百慧生打断了他的话,眼中闪过一丝悲色,长叹一声后伤感说道:“你的身世很苦,但我的过去比你还要坎坷,别小看这些雕虫小技,我小时候就靠它们活下来了。”
“过去的事就让它过去吧!”陈凡安慰道:“我从来不去回忆那些不愉快的经历,只想着将来的美好前景,其实活着就是快乐,不应该沉浸于痛苦之中,否则人生还有什么意义呢?”“我只是偶尔伤感一下,看来我们俩性情相投。”
百慧生转悲为喜,连连催促道:“不用再说废话,穿给我看看,有什么方不合适立即就改。”
“你的水平真不赖,可以与百轻元相媲美。”
穿上新衣新鞋后,陈凡啧啧称赞。
“过奖,过奖!”百慧生笑得合不拢嘴,看着桌上的“银枪”与手枪说道:“这些东西还留着干什么?一颗子弹都没有,和废铁没什么区别,即便有子弹也对丹师构不成任何威胁,干脆扔掉吧!”“嘿嘿!我留着作为记念品。”
陈凡赶紧收起了两枪和钢针,然后笑道:“布袋里的东西可以拿出来了吧?”“你自己看!”百慧生将布袋递到他的手上。
“这……?”陈凡取出里面的东西发愣,原来是一头假发和三张面具、一副手套。
“它们都是师父留给你的。”
百慧生拿起面具看了看,开始解释道:“面具和手套制作得极为精美,薄如蝉翼,可以和真正的皮肤一样透气透光,戴上去惟妙惟肖,几可以假乱真,而且连你的脖子与胳膊也全部遮盖,若是你掩饰得巧妙,普通丹师不一定能看出来。
再戴上这头假发,打扮起来与一般修士别无二致,三张面具三种身份,对今后的行动带来很大的方便。”

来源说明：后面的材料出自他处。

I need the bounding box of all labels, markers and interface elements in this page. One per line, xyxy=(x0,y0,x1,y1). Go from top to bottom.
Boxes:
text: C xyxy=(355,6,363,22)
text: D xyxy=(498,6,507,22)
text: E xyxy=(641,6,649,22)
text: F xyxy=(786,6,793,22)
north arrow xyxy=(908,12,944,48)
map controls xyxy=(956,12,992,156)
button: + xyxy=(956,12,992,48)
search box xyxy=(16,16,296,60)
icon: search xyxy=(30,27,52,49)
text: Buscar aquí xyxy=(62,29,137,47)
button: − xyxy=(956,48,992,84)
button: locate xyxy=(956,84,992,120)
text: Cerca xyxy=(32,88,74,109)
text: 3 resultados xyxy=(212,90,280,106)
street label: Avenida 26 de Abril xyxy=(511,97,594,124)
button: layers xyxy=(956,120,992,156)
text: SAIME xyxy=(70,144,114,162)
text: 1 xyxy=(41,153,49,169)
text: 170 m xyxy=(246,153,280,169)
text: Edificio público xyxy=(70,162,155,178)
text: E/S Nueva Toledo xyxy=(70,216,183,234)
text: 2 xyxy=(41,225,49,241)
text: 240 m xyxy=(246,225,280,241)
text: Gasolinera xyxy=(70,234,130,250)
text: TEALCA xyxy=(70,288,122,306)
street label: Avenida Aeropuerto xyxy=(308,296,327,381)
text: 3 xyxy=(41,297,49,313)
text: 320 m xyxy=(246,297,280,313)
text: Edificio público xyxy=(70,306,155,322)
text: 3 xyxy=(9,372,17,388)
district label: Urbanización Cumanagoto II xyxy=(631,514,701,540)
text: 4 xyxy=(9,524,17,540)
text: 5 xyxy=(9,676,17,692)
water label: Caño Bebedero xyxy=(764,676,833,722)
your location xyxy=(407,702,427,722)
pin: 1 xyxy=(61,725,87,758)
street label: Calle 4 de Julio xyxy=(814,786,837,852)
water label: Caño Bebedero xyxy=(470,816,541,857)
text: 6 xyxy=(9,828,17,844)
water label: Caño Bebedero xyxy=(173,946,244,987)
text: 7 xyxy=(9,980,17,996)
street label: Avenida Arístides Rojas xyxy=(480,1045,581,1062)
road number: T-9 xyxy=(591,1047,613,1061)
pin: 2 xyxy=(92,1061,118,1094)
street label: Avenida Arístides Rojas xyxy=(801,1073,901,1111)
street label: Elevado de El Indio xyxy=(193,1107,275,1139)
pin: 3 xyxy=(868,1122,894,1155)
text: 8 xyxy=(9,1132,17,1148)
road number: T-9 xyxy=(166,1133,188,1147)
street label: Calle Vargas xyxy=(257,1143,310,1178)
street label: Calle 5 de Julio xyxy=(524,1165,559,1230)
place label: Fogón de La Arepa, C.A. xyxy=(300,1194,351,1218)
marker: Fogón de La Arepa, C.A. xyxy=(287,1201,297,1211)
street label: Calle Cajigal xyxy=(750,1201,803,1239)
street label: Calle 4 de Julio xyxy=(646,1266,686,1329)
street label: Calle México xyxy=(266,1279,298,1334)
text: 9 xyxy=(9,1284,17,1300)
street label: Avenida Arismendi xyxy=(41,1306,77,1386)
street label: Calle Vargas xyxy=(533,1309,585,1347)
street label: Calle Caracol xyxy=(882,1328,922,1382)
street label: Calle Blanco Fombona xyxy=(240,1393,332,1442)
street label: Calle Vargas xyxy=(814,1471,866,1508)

“太好了!”陈凡非常兴奋,虽然知道它们也许是用人皮制作,但现在已经不考虑那么多了,急促说道:“快教我怎么使用。”
“非常简单。”
百慧生立即详细讲述了面具和手套的使用方法,然后手把手的操作了一次,并给陈凡挽上了发髻,最后笑道:“我取一盆水来让你照照自己的模样。”
“很好,正合我意!”看着水中的倒影,陈凡不由哈哈大笑。
那是一个三十来岁的中年男子,皮肤微黄,两眉稀疏,鼻高嘴宽,平凡中带有一些丑陋,搭配头上的发髻、身上的长袍,活活脱一位厚土的普通修士。
接着又试了另外两张面具,一个是四十多岁的中年人,一个是二十多岁的青年人,都是面目普通,没有明显的特征,混入人群中很难分辨,看来苍山子深谙匿形之道。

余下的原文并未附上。